Over the last three losses, Purdy missed a key throw in the fourth quarter that enabled Seattle to embark on a game-winning drive. Sat out a 38-10 loss to Green Bay with a sore shoulder that may have impacted that throw. Looked lost in the snow in a 35-10 loss to Buffalo with the indignity of losing a fumble when the ball slipped out of his hand while attempting to pass.
It’s an entirely different vibe, and one that Purdy patiently explained on Friday.
“If you’re on a team where everything’s good and you’re winning games and you know you have some room to honestly fail, I feel that’s just a little bit different,” Purdy said. “Right now, the sense of urgency has got to be higher and it’s got to be on all the time. We have no room to really slip up right now.”
In his third season at age 24, Purdy has morphed from a nondescript afterthought draft choice to an unquestioned leader. He spoke of the challenge in front of the 49ers as one that will reveal their essence and said of his own responsibility for restoring the operation to its past form “I think I’m the guy for that.”
Williams, on the other hand, is a rookie still learning to be a leader. Since the Bears traded with Carolina to get the top pick, acquired wide receiver D.J. Moore and drafted speedy receiver Rome Odunze with a subsequent first-round pick, Williams wasn’t expected to need training wheels.
But the Bears struggled on offense, and Williams has spent his rookie season being outshined by two other first-round draft picks in Washington’s Jayden Daniels (No. 2 overall) and Denver Bo Nix (No. 12) putting teams in playoff position.
While Purdy came to a stable, loaded team coached by Kyle Shanahan and watched as an anonymous reserve as first Lance, and then Jimmy Garoppolo, went down with injuries, Williams was expected to produce immediately in a new offense under coach Matt Eberflus as installed by a new coordinator in Shane Waldron.
Waldron was fired nine games into the season. Then Eberflus was fired after a Thanksgiving Day loss to Detroit in which Williams let the clock expire with Chicago in field goal range, showing no sense of urgency to the ticking clock.

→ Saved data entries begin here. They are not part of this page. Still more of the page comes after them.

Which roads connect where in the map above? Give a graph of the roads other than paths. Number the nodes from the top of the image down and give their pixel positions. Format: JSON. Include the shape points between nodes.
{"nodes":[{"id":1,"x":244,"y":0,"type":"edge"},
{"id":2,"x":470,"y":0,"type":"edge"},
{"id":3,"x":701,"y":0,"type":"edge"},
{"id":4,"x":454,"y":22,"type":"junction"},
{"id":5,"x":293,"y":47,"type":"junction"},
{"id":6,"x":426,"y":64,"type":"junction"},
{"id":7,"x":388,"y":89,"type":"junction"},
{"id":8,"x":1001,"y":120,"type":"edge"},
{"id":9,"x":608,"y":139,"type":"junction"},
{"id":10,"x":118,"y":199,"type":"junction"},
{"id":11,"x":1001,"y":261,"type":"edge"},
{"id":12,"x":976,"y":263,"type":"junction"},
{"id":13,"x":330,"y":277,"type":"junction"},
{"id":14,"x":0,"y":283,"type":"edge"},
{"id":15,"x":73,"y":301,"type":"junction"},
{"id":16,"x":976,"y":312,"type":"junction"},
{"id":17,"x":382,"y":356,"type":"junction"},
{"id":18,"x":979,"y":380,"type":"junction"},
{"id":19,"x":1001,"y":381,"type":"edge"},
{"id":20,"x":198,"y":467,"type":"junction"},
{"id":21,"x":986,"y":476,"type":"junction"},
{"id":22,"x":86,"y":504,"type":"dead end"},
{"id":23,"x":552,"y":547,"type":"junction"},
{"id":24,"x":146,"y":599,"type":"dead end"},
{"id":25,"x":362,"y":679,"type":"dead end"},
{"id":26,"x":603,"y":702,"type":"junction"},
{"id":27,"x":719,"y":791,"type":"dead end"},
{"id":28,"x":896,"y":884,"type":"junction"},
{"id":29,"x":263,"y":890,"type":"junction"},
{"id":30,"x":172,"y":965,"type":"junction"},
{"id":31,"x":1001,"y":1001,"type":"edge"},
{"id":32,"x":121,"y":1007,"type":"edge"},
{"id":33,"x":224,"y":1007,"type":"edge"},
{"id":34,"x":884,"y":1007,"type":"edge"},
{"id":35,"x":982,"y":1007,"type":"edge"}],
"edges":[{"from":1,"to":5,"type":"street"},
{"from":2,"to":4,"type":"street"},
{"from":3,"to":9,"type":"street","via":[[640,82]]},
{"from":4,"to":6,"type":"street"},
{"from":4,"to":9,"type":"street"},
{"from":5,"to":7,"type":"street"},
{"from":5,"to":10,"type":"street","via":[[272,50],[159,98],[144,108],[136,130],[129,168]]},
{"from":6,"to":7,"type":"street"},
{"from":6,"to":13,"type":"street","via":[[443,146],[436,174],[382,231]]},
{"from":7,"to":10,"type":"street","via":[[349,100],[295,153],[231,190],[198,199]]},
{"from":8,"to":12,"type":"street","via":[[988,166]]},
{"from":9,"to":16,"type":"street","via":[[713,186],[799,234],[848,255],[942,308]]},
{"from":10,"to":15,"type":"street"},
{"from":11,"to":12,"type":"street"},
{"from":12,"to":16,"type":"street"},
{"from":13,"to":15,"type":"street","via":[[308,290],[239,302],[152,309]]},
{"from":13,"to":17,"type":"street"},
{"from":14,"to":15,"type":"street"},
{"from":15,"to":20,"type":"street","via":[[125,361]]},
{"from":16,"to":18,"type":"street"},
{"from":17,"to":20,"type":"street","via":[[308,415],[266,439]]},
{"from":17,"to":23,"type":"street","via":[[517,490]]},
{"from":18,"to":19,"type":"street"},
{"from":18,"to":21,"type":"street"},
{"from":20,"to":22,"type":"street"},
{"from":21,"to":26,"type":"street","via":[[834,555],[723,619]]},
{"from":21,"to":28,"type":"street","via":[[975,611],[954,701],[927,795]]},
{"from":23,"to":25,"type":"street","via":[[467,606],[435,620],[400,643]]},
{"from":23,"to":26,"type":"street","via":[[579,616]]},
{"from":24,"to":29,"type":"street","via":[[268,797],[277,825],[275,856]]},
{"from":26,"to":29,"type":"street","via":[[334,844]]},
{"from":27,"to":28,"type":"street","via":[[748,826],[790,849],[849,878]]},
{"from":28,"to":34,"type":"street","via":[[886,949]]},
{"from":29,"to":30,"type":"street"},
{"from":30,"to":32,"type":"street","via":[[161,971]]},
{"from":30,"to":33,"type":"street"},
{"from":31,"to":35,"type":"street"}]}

Thomas Brown, who replaced Waldron as the play-caller, is now the interim head coach and will remain the play-caller. There’s nothing in any NFL handbook that would suggest coaching upheaval is a good thing for a rookie franchise quarterback.
But like Purdy, Williams, 23, told reporters this week the tough times could be a “stepping stone” to reaching his potential.
“You know, things like that all happening within a couple weeks of each other, you know I think it would help me in the long run being able to handle all of this, being able to handle this first year and being able to grow from it,” Williams said.
His clock management notwithstanding, Williams appears to be catching on. He’s had nine games without an interception, which trails only the Chargers’ Justin Herbert (11) and Baltimore’s Lamar Jackson (10). For the season, Williams his completing 61.6 percent of his passes for 2,612 yards, 14 touchdowns and five interceptions and an 86.1 rating — numbers not that much different than Purdy.
Like Purdy, who has scrambled for 271 yards and 26 first downs, Daniels has also kept drives alive with 378 yards and 23 first downs even as he’s taken 49 sacks in the process.
“He’s as talented as there is,” Shanahan said of Williams. “The stuff you saw in college, you can see in the NFL. As good of a thrower as there is, born to play the position, has the athletic ability to do whatever, the speed to do whatever. He’s getting better as the year goes.”
Williams has lots of room to grow. The situation is more dire from Purdy, who needs to re-establish himself over the next five games in a “what have you done for me lately” environment.